WHAT TO PRODUCE
Without changing a single character, write out every record below.

===

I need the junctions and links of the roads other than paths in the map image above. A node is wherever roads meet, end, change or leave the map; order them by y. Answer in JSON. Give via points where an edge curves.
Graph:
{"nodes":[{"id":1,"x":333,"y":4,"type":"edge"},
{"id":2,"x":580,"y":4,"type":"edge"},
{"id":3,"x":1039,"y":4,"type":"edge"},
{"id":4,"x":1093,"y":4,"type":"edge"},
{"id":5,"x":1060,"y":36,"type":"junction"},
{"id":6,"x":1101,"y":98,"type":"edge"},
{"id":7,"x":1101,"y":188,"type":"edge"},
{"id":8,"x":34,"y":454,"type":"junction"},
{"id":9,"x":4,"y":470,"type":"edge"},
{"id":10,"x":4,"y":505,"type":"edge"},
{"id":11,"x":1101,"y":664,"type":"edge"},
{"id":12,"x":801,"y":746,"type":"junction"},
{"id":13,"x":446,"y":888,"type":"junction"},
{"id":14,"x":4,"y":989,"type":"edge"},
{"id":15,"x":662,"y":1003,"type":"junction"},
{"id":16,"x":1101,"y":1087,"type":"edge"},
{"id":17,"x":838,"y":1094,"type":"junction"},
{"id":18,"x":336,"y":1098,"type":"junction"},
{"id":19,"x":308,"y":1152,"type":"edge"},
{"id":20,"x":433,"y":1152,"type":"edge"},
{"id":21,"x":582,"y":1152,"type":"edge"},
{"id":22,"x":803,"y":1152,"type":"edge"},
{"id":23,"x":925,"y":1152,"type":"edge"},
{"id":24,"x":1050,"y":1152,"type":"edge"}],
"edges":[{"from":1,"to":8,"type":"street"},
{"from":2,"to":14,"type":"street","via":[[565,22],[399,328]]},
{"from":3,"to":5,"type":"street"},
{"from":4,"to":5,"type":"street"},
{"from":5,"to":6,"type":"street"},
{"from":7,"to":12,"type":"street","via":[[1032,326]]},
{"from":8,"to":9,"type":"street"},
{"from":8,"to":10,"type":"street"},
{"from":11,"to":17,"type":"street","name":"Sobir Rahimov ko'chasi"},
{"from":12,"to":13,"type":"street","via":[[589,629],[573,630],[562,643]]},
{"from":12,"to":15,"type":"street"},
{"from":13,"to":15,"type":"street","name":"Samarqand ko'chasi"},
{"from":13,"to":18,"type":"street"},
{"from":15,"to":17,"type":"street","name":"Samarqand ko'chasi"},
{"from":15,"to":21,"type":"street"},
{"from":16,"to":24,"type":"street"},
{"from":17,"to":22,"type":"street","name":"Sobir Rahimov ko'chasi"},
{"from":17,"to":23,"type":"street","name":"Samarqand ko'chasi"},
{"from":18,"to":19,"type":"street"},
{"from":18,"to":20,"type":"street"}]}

===

WRITTEN ANSWER
I need the junctions and links of the roads other than paths in the map image above. A node is wherever roads meet, end, change or leave the map; order them by y. Answer in JSON. Give via points where an edge curves.
Graph:
{"nodes":[{"id":1,"x":333,"y":4,"type":"edge"},
{"id":2,"x":580,"y":4,"type":"edge"},
{"id":3,"x":1039,"y":4,"type":"edge"},
{"id":4,"x":1093,"y":4,"type":"edge"},
{"id":5,"x":1060,"y":36,"type":"junction"},
{"id":6,"x":1101,"y":98,"type":"edge"},
{"id":7,"x":1101,"y":188,"type":"edge"},
{"id":8,"x":34,"y":454,"type":"junction"},
{"id":9,"x":4,"y":470,"type":"edge"},
{"id":10,"x":4,"y":505,"type":"edge"},
{"id":11,"x":1101,"y":664,"type":"edge"},
{"id":12,"x":801,"y":746,"type":"junction"},
{"id":13,"x":446,"y":888,"type":"junction"},
{"id":14,"x":4,"y":989,"type":"edge"},
{"id":15,"x":662,"y":1003,"type":"junction"},
{"id":16,"x":1101,"y":1087,"type":"edge"},
{"id":17,"x":838,"y":1094,"type":"junction"},
{"id":18,"x":336,"y":1098,"type":"junction"},
{"id":19,"x":308,"y":1152,"type":"edge"},
{"id":20,"x":433,"y":1152,"type":"edge"},
{"id":21,"x":582,"y":1152,"type":"edge"},
{"id":22,"x":803,"y":1152,"type":"edge"},
{"id":23,"x":925,"y":1152,"type":"edge"},
{"id":24,"x":1050,"y":1152,"type":"edge"}],
"edges":[{"from":1,"to":8,"type":"street"},
{"from":2,"to":14,"type":"street","via":[[565,22],[399,328]]},
{"from":3,"to":5,"type":"street"},
{"from":4,"to":5,"type":"street"},
{"from":5,"to":6,"type":"street"},
{"from":7,"to":12,"type":"street","via":[[1032,326]]},
{"from":8,"to":9,"type":"street"},
{"from":8,"to":10,"type":"street"},
{"from":11,"to":17,"type":"street","name":"Sobir Rahimov ko'chasi"},
{"from":12,"to":13,"type":"street","via":[[589,629],[573,630],[562,643]]},
{"from":12,"to":15,"type":"street"},
{"from":13,"to":15,"type":"street","name":"Samarqand ko'chasi"},
{"from":13,"to":18,"type":"street"},
{"from":15,"to":17,"type":"street","name":"Samarqand ko'chasi"},
{"from":15,"to":21,"type":"street"},
{"from":16,"to":24,"type":"street"},
{"from":17,"to":22,"type":"street","name":"Sobir Rahimov ko'chasi"},
{"from":17,"to":23,"type":"street","name":"Samarqand ko'chasi"},
{"from":18,"to":19,"type":"street"},
{"from":18,"to":20,"type":"street"}]}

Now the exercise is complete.